I called a meeting of the Board of Directors during the same week and asked for the resignation of the CFO. It had been disclosed that not only was the CFO paying himself cash and shares through his own private company which had been represented as a public accounting firm in the past, but was actually a family property trust administered by Mr. Cantrell for and on behalf of numerous family members. During the meeting, I teleconferenced the opinion of our securities counsel, Mr. Larry Wilson, Esq who confirmed to Mr. Cantrell that his actions and inability to perform as CFO had put the Company, its directors and Shareholders in grave risk. Upon hearing advise from Mr. Wilson, Mr. Cantrell told the Board,..."if my actions have put the Board and the Company into risk, then I WILL resign." He then asked for the weekend to consider his options. In order to accommodate this request the meeting was recessed until Tuesday, December 16, 2003.

On Tuesday, Mr. Cantrell and Ms. Dottavio presented themselves to the meeting. They were accompanied by Judge Ken Reilly and one of his police officers, (Officer Whitehead?). Mr. Cantrell asked the chair if he could have the floor stating that he not only would he not resign but made a motion to remove me from the Chair and my position as CEO. Obviously a takeover plan was in effect and Ms. Dottavio had prepared herself to cooperate with Mr. Cantrell's wish.

Judge Reilly then ordered me to hand over my keys, electronic pass card, and to empty my brief case in the presence of Ms.
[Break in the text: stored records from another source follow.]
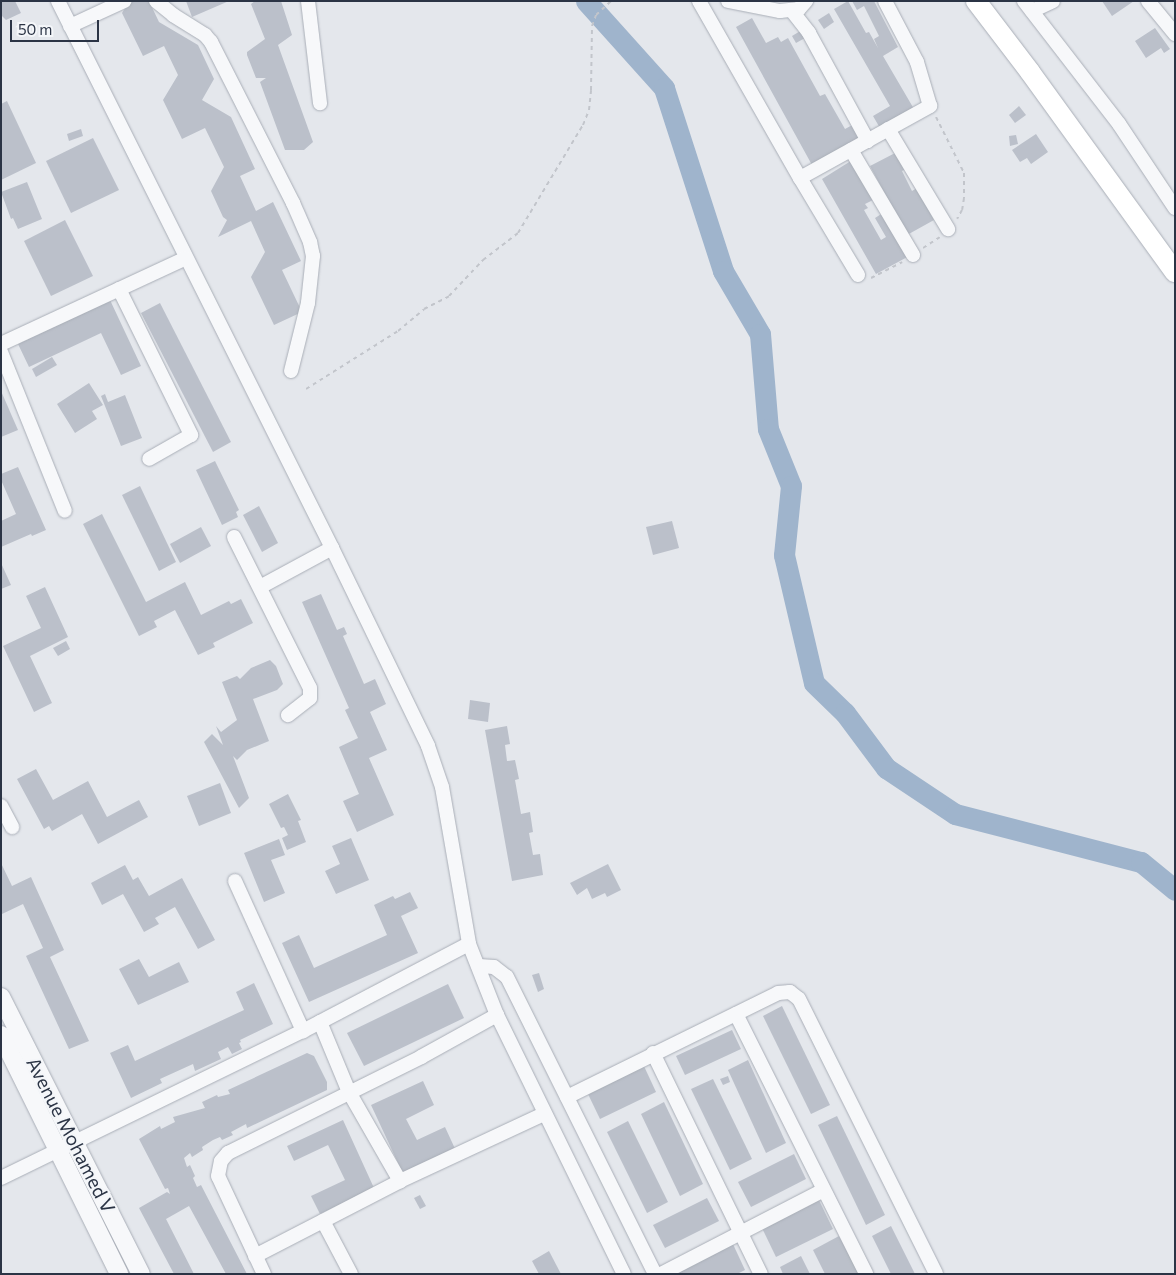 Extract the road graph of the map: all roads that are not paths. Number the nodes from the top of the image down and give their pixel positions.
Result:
1 (58, 1) edge
2 (124, 1) edge
3 (156, 1) edge
4 (308, 1) edge
5 (699, 1) edge
6 (728, 1) edge
7 (806, 1) edge
8 (885, 1) edge
9 (976, 1) edge
10 (1053, 1) edge
11 (1148, 1) edge
12 (1028, 6) edge
13 (792, 11) junction
14 (70, 26) junction
15 (1175, 34) edge
16 (320, 103) dead end
17 (888, 129) junction
18 (868, 141) junction
19 (851, 150) junction
20 (800, 178) junction
21 (1175, 208) edge
22 (948, 229) dead end
23 (913, 255) dead end
24 (186, 258) junction
25 (1175, 272) edge
26 (858, 275) dead end
27 (119, 289) junction
28 (1, 344) edge
29 (1, 352) edge
30 (291, 371) dead end
31 (149, 459) dead end
32 (65, 510) dead end
33 (234, 537) dead end
34 (332, 548) junction
35 (260, 587) junction
36 (288, 715) dead end
37 (1, 806) edge
38 (12, 827) dead end
39 (235, 881) dead end
40 (469, 944) junction
41 (479, 966) junction
42 (1, 996) edge
43 (497, 1014) junction
44 (736, 1014) junction
45 (320, 1022) junction
46 (303, 1031) junction
47 (1, 1035) edge
48 (653, 1053) junction
49 (349, 1092) junction
50 (567, 1097) junction
51 (544, 1114) junction
52 (75, 1140) junction
53 (58, 1150) junction
54 (1, 1178) edge
55 (400, 1181) junction
56 (822, 1190) junction
57 (324, 1221) junction
58 (740, 1232) junction
59 (255, 1256) junction
60 (119, 1274) edge
61 (141, 1274) edge
62 (264, 1274) edge
63 (351, 1274) edge
64 (624, 1274) edge
65 (655, 1274) edge
66 (661, 1274) edge
67 (760, 1274) edge
68 (866, 1274) edge
69 (936, 1274) edge

1 - 14 street
2 - 14 street
3 - 30 street
4 - 16 street
5 - 20 street
6 - 13 street
7 - 13 street
8 - 17 street
9 - 25 main road
10 - 12 street
11 - 15 street
12 - 21 street
13 - 18 street
14 - 24 street
17 - 18 street
17 - 22 street
18 - 19 street
19 - 20 street
19 - 23 street
20 - 26 street
24 - 27 street
24 - 34 street
27 - 28 street
27 - 31 street
29 - 32 street
33 - 35 street
34 - 35 street
34 - 40 street
35 - 36 street
37 - 38 street
39 - 46 street
40 - 41 street
40 - 45 street
41 - 43 street
41 - 50 street
42 - 52 street, Avenue Mohamed V
43 - 49 street
43 - 51 street
44 - 48 street
44 - 56 street
44 - 69 street
45 - 46 street
45 - 49 street
46 - 52 street
47 - 53 street, Avenue Mohamed V
48 - 50 street
48 - 58 street
49 - 55 street
49 - 59 street
50 - 65 street
51 - 55 street
51 - 64 street
52 - 53 street
52 - 61 street, Avenue Mohamed V
53 - 54 street
53 - 60 street, Avenue Mohamed V
55 - 57 street
56 - 58 street
56 - 68 street
57 - 59 street
57 - 63 street
58 - 66 street
58 - 67 street
59 - 62 street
Dottavio and the Officer.
I asked to return to my office in order to get advice of counsel, Mr. Wilson, who advised me to cooperate with the Officer. Not wishing to disturb the peace with an objection to this illegal act, as well subject myself to further abuse and humiliation I complied and both the Judge and the Officer escorted me from the building.


To summarize, not only was this entire affair a blatant attempt to distract me from my mission to served the Shareholders best interest, but was a conspiracy of deceit perpetrated with an act of judicial oppression, upon the Shareholders by an incompetent CFO and Director with direct conflict of interest in holding both positions. My services to the company are indispensable at this moment in time, and my absence from the Board and Chief Executive decision making puts the Company and its shareholders at risk and irreparable harm. My sole mission as founder, CEO, Chairman and major stockholder in this company is to put in place corporate governance that is congruent with the Sorbannes/Oxly Act, SEC, the laws of the State of Nevada and the Charter and Bylaws of the Company in order to continue toward the goal of returning maximum investment to my shareholders share value. This mission is being obstructed by two Directors who have either obstructed these attempts or are incapable of performing the duties required by the above.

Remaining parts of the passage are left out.